Required work.
Pictures must not appear in your answer. Write out exactly the lines from the one with "thumb cmc: (112, 469)" through the last line of the entries below.

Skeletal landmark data
==============================
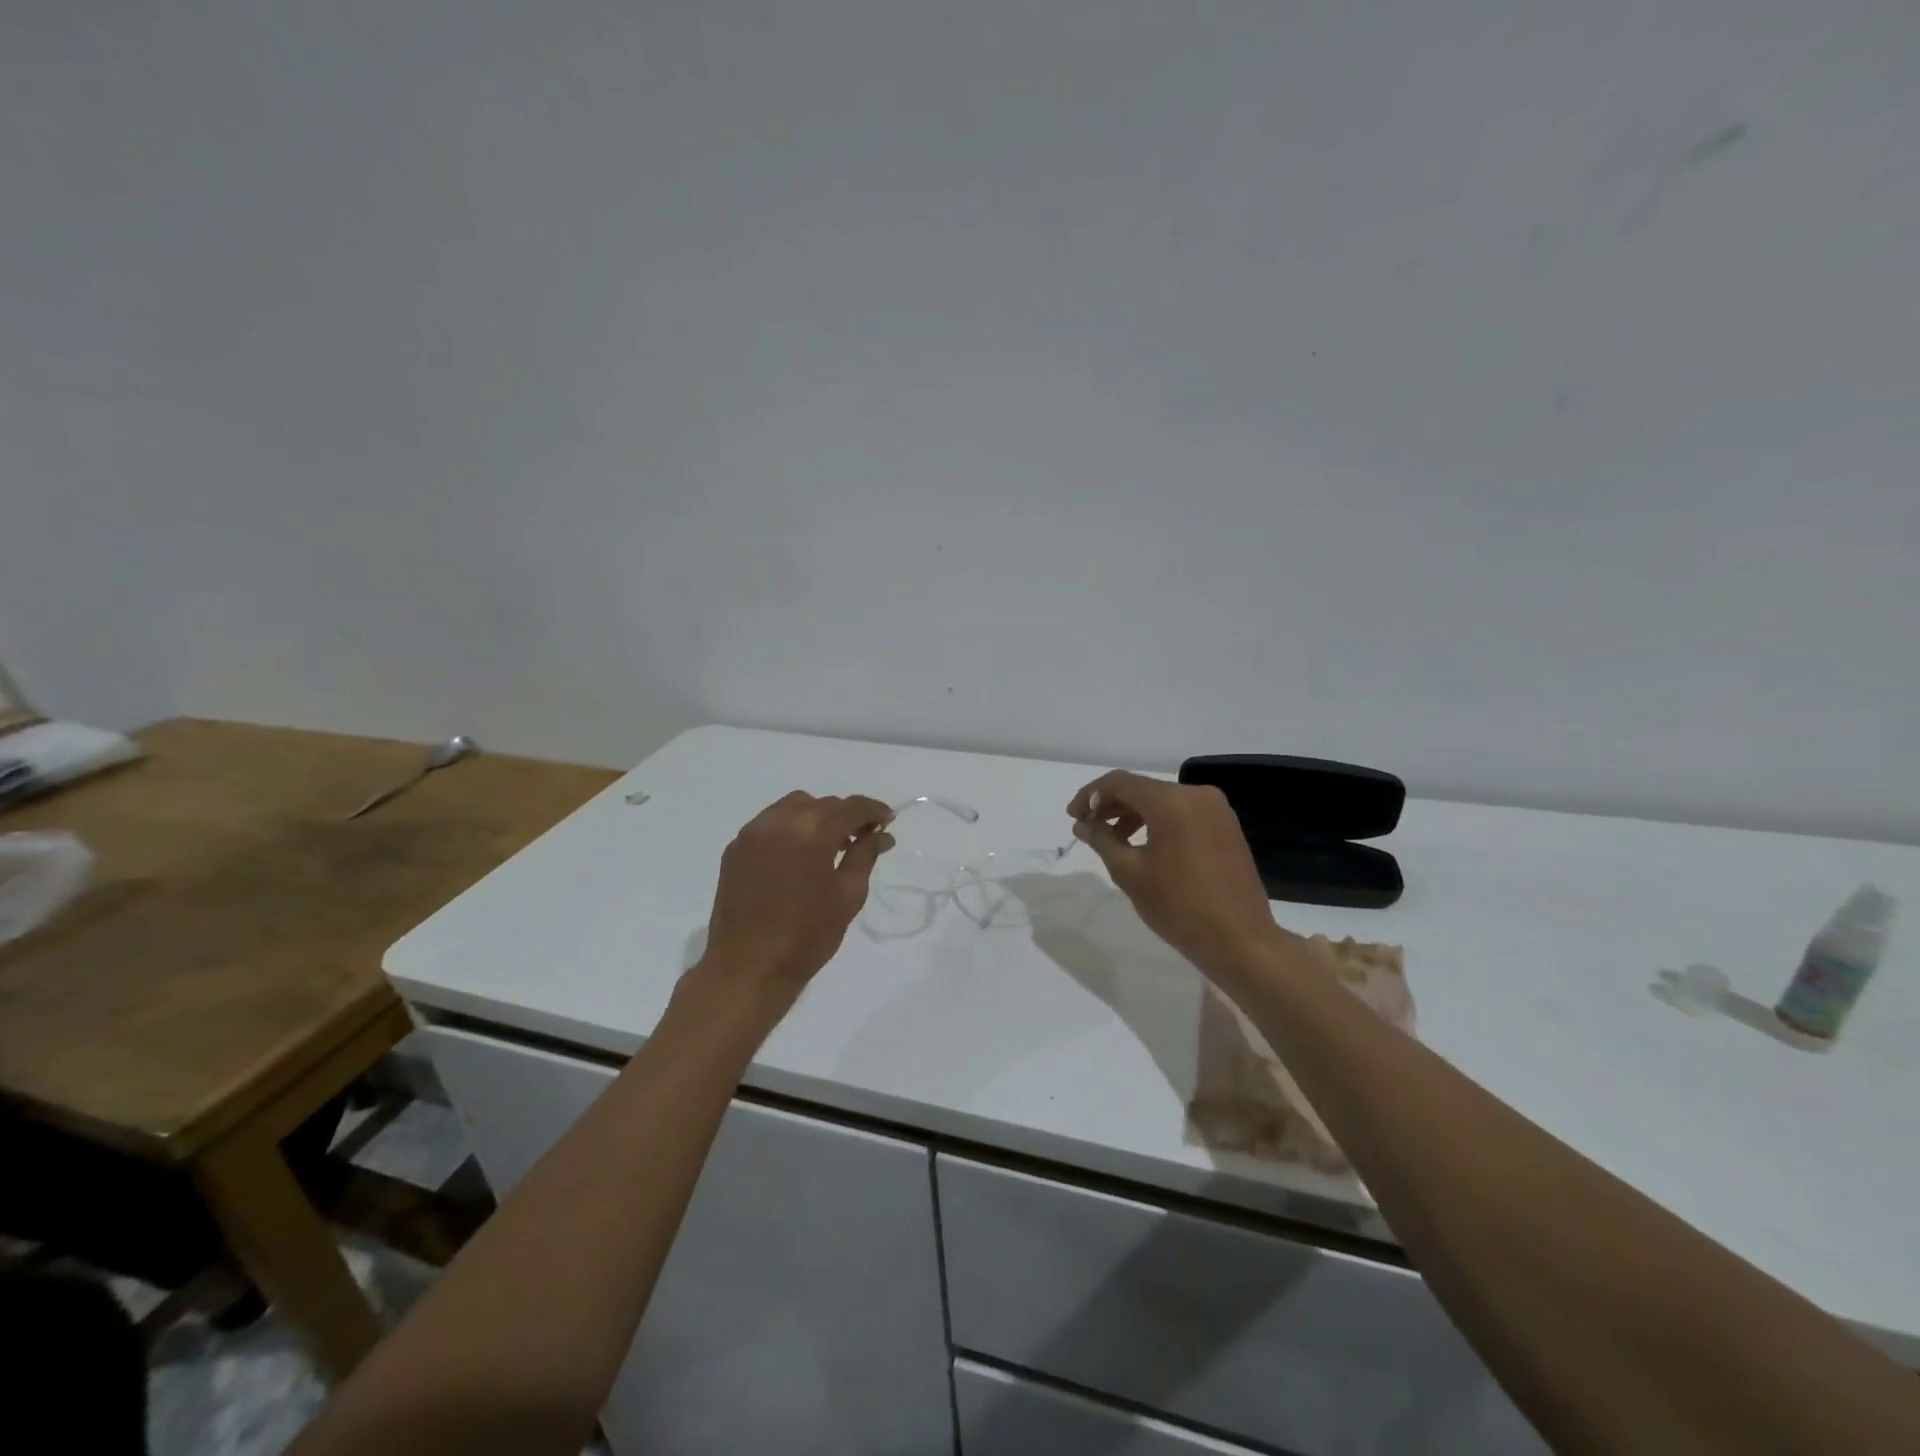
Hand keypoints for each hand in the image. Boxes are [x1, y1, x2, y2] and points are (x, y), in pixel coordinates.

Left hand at [696, 791, 894, 1009]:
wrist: (747, 969)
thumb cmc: (807, 937)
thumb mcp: (848, 896)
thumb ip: (864, 856)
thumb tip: (881, 834)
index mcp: (811, 833)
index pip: (850, 807)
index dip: (873, 811)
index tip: (888, 821)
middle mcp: (779, 822)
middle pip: (822, 804)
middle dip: (846, 815)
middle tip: (862, 838)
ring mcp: (752, 833)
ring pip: (794, 807)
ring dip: (817, 817)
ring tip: (830, 845)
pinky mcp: (735, 849)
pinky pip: (770, 823)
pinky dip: (791, 828)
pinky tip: (799, 855)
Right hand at [1068, 770, 1279, 975]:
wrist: (1240, 940)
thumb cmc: (1179, 906)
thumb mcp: (1130, 873)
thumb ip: (1102, 840)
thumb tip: (1083, 824)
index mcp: (1172, 801)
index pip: (1120, 782)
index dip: (1090, 796)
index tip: (1072, 816)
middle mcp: (1197, 794)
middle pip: (1142, 788)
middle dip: (1111, 804)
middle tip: (1087, 827)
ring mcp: (1216, 809)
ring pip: (1163, 800)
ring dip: (1134, 814)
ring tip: (1112, 839)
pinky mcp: (1225, 826)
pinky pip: (1183, 813)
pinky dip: (1158, 821)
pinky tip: (1143, 844)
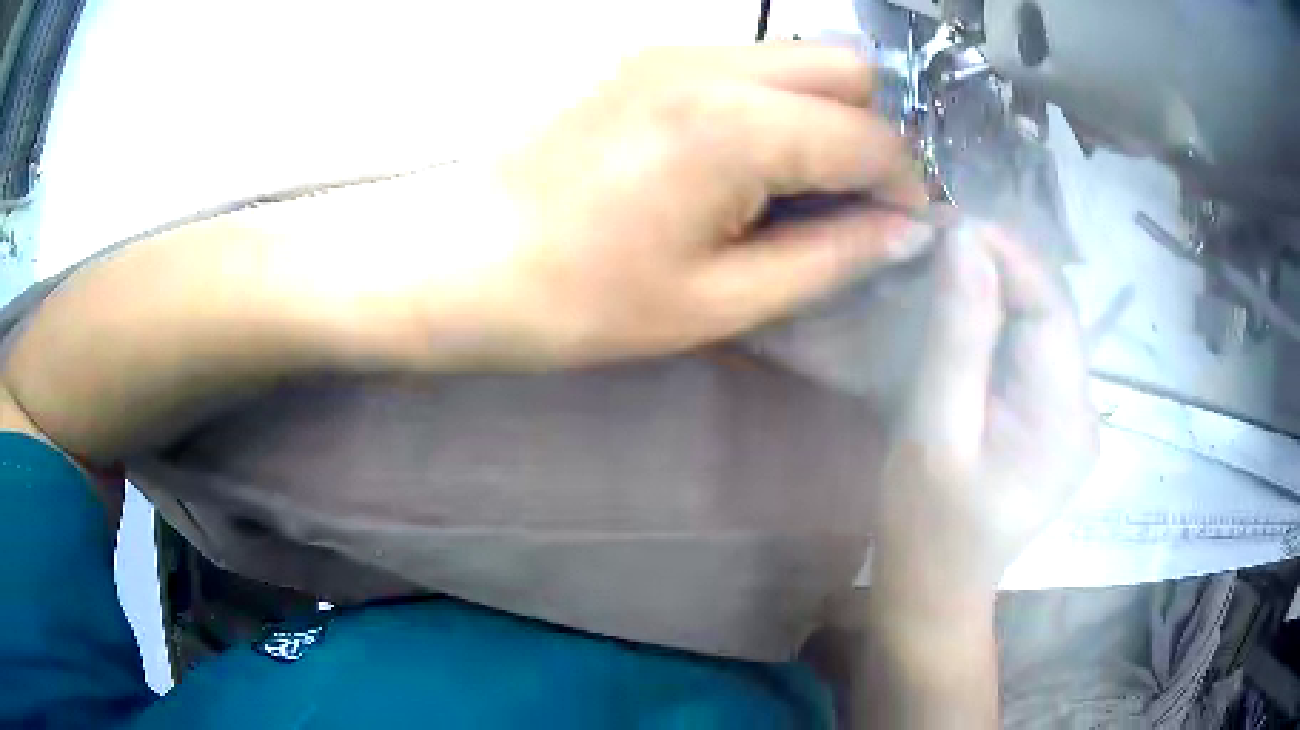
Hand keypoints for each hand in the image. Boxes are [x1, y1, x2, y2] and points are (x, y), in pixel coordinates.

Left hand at [397, 44, 929, 369]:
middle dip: (881, 130)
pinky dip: (785, 101)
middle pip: (851, 67)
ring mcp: (676, 49)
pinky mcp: (650, 57)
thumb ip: (831, 257)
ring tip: (813, 184)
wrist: (465, 258)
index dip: (909, 184)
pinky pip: (754, 62)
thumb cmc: (582, 300)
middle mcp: (715, 63)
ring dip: (834, 111)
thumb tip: (905, 232)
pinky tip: (759, 158)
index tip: (908, 226)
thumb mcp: (720, 300)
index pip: (873, 137)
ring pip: (804, 56)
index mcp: (737, 126)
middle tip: (863, 198)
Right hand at [874, 226, 1097, 595]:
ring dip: (997, 290)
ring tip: (945, 265)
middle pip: (1051, 313)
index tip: (950, 220)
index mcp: (1065, 420)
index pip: (1051, 307)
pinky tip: (966, 312)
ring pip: (1041, 327)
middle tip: (938, 239)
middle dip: (999, 267)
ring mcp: (1071, 419)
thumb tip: (965, 240)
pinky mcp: (1053, 423)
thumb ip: (957, 337)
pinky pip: (1031, 352)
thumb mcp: (935, 432)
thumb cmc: (926, 526)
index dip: (1007, 254)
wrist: (935, 589)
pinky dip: (999, 321)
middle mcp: (1083, 412)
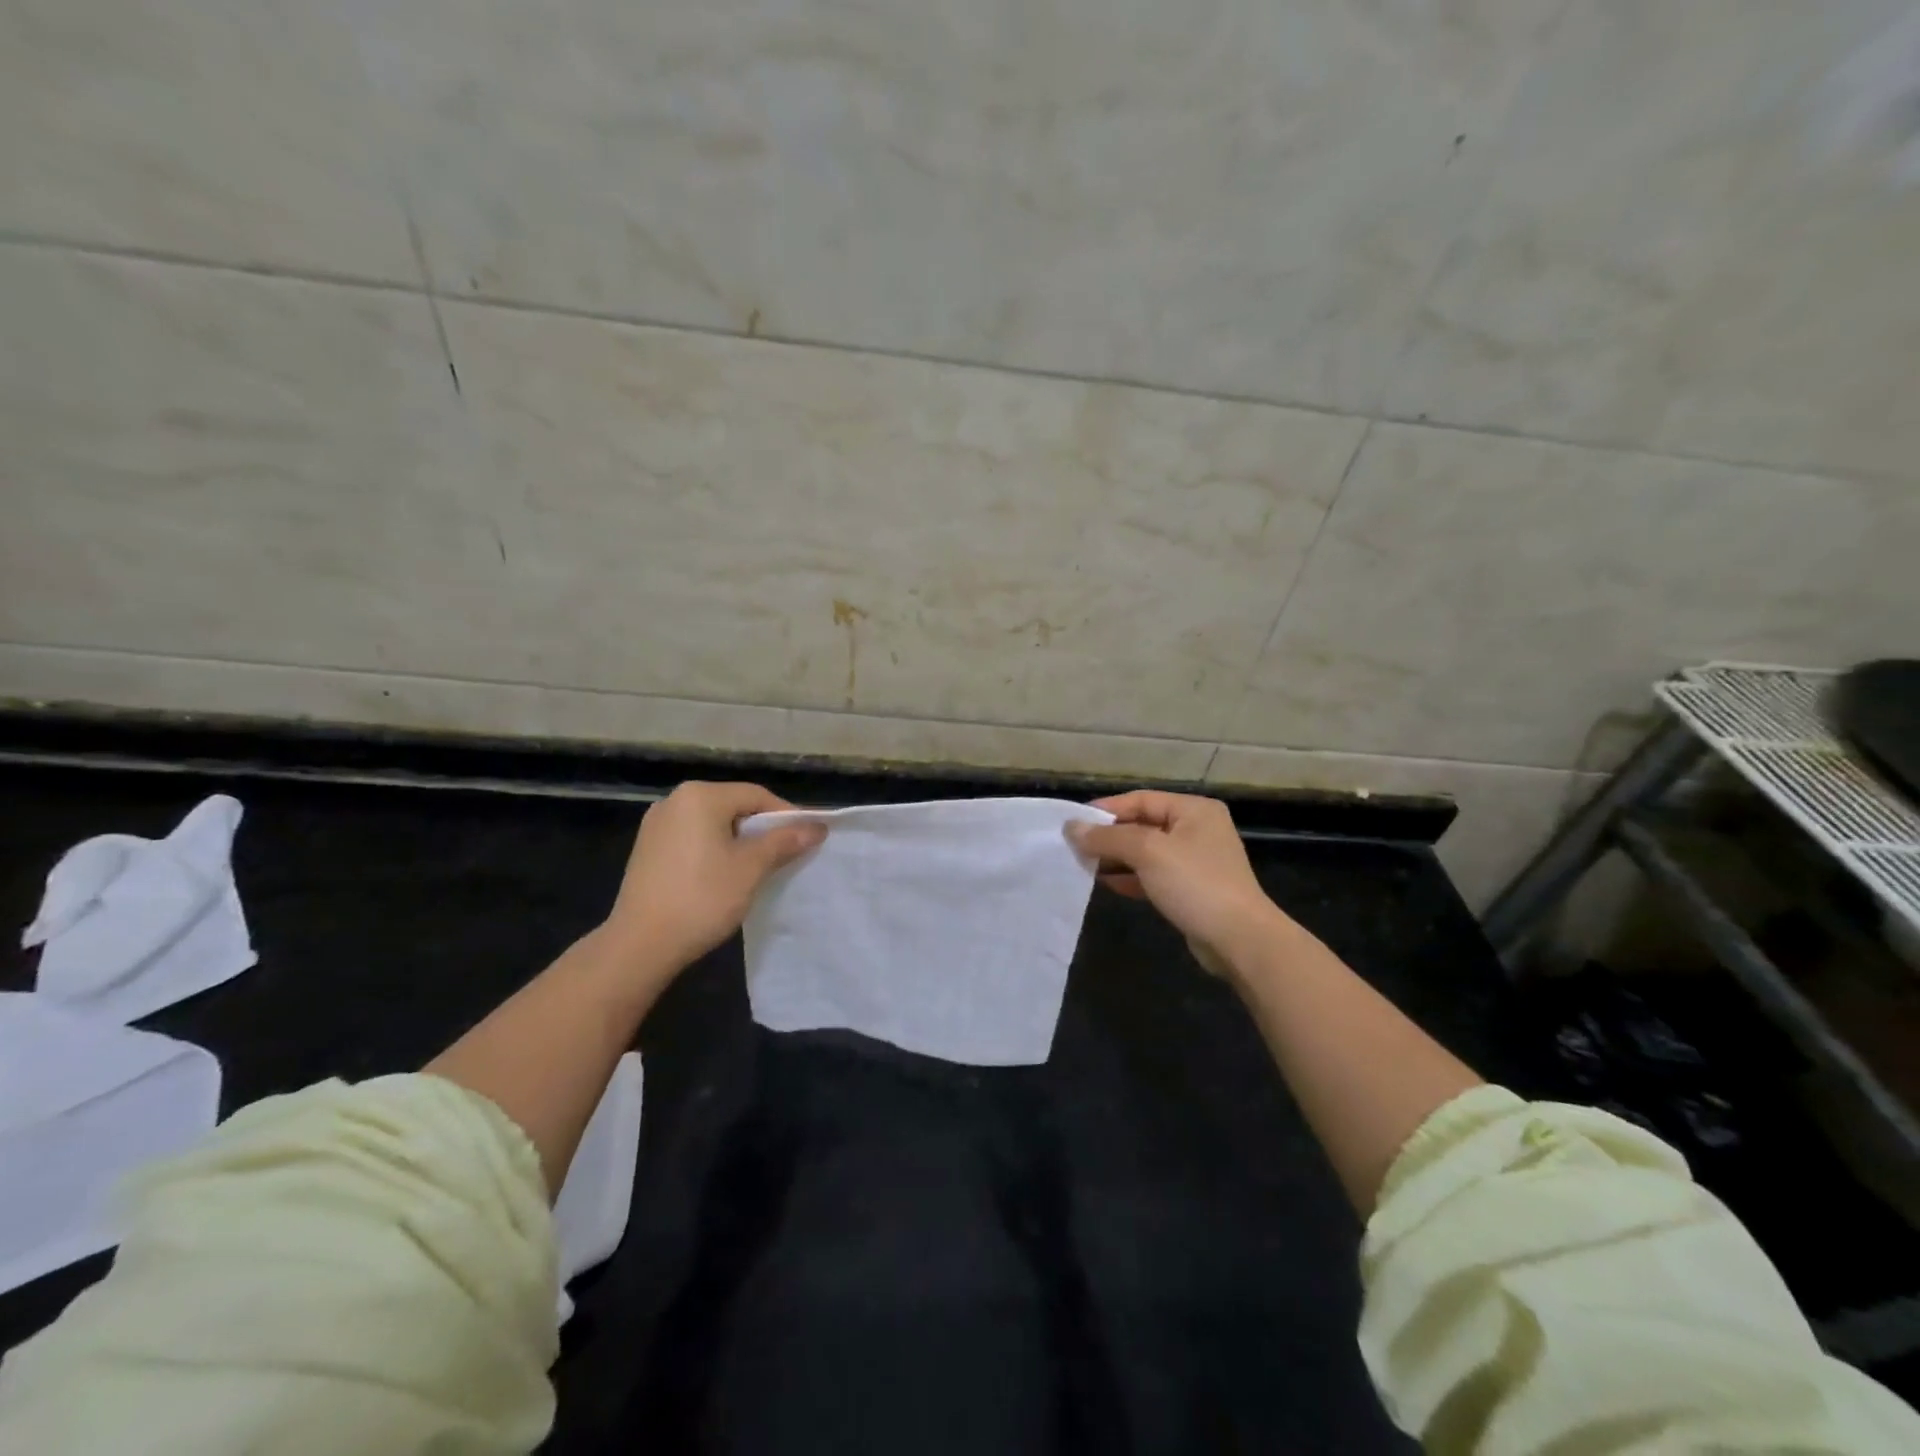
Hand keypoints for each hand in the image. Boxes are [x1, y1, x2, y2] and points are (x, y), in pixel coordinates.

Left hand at [603, 781, 825, 974]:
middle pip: (734, 806)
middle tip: (787, 855)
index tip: (807, 839)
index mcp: (700, 796)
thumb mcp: (751, 868)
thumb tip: (816, 826)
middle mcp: (674, 800)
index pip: (757, 795)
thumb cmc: (702, 898)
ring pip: (713, 823)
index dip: (786, 816)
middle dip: (762, 829)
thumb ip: (784, 841)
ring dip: (739, 841)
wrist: (640, 945)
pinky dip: (714, 850)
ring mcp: (656, 824)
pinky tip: (724, 876)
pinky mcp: (647, 849)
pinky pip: (693, 838)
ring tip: (759, 868)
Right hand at [1067, 791, 1289, 977]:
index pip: (1140, 800)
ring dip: (1116, 858)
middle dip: (1109, 836)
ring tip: (1083, 865)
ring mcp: (1196, 861)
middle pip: (1142, 825)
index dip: (1105, 810)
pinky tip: (1106, 884)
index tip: (1073, 823)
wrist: (1240, 941)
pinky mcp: (1191, 890)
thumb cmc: (1195, 884)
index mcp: (1194, 810)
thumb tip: (1071, 827)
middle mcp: (1197, 830)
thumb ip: (1108, 837)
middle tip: (1074, 846)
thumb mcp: (1148, 852)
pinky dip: (1130, 877)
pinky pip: (1153, 876)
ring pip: (1146, 852)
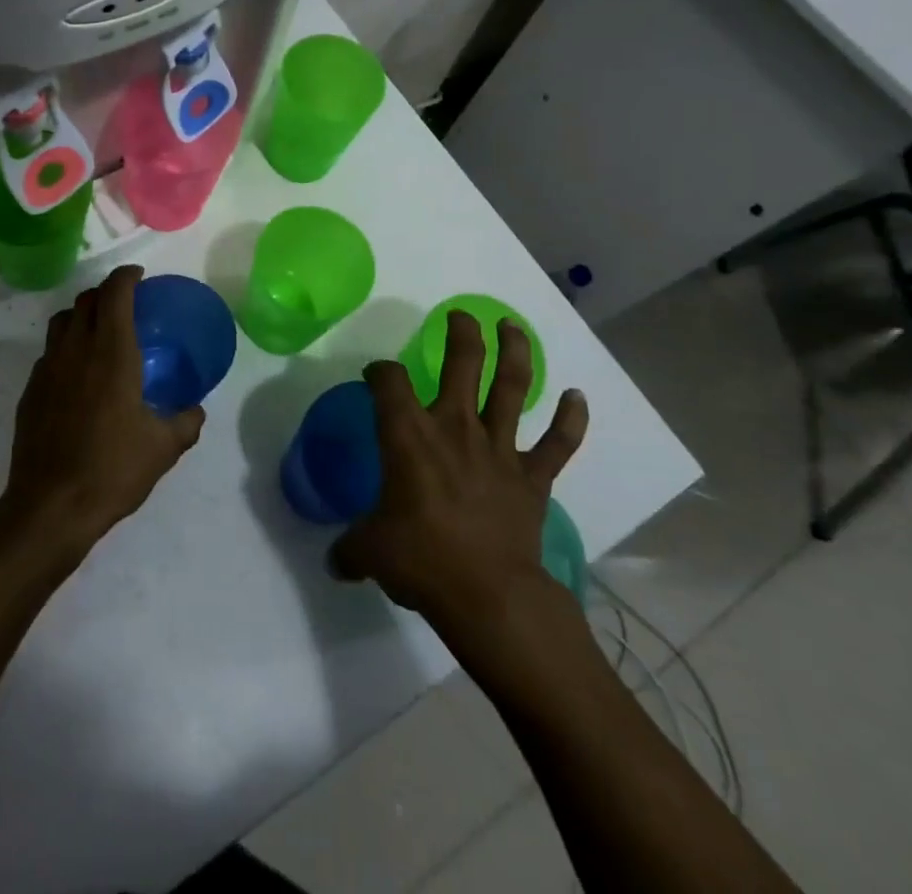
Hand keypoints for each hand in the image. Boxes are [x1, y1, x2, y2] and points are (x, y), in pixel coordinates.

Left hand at [0, 265, 204, 563]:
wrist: (51, 506)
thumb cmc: (112, 469)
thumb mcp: (163, 448)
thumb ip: (185, 423)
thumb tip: (195, 411)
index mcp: (111, 353)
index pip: (114, 294)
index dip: (126, 277)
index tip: (139, 276)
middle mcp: (76, 351)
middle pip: (85, 300)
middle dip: (105, 292)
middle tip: (124, 303)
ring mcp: (47, 369)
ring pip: (61, 322)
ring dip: (81, 315)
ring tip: (98, 332)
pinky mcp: (30, 391)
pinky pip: (49, 353)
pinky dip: (65, 347)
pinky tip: (77, 375)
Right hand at [331, 312, 588, 634]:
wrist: (490, 596)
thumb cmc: (422, 561)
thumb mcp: (370, 552)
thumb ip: (349, 548)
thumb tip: (333, 561)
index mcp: (409, 435)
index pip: (388, 382)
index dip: (379, 371)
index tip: (375, 375)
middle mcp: (455, 427)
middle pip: (461, 363)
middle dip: (460, 333)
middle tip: (460, 315)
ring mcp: (499, 448)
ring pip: (511, 387)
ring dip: (514, 352)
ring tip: (512, 326)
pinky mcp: (532, 476)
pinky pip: (558, 443)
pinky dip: (571, 419)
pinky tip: (578, 396)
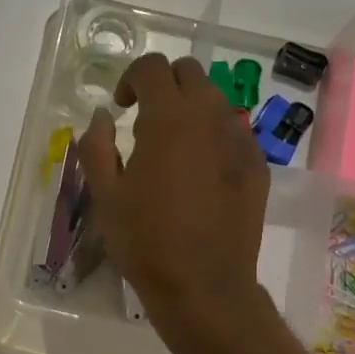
==============================
Written response.
thumb cmc: (112, 469)
thumb mcp: (163, 448)
thumb ip: (185, 423)
thumb tip: (195, 411)
index mcp: (111, 353)
index pip: (114, 294)
index dip: (126, 277)
index tip: (139, 276)
middle mcp: (76, 351)
middle pip: (85, 300)
middle dip: (105, 292)
middle tip: (124, 303)
ring mcp: (47, 369)
ring pip: (61, 322)
ring dip: (81, 315)
ring tip: (98, 332)
pinky mcp: (30, 391)
pinky pip: (49, 353)
pinky dip: (65, 347)
pinky tip: (77, 375)
Right hand at [331, 312, 588, 634]:
wrist: (490, 596)
thumb cmc: (422, 561)
thumb mcp: (370, 552)
thumb ip: (349, 548)
thumb tip: (333, 561)
index mcp: (409, 435)
index pip: (388, 382)
index dip: (379, 371)
index tip: (375, 375)
middle mcp: (455, 427)
middle pip: (461, 363)
middle dip: (460, 333)
middle tip: (460, 315)
ring mcp: (499, 448)
ring pip: (511, 387)
ring dip: (514, 352)
ring tip: (512, 326)
pinky mcp: (532, 476)
pinky pip: (558, 443)
pinky dip: (571, 419)
pinky tip: (578, 396)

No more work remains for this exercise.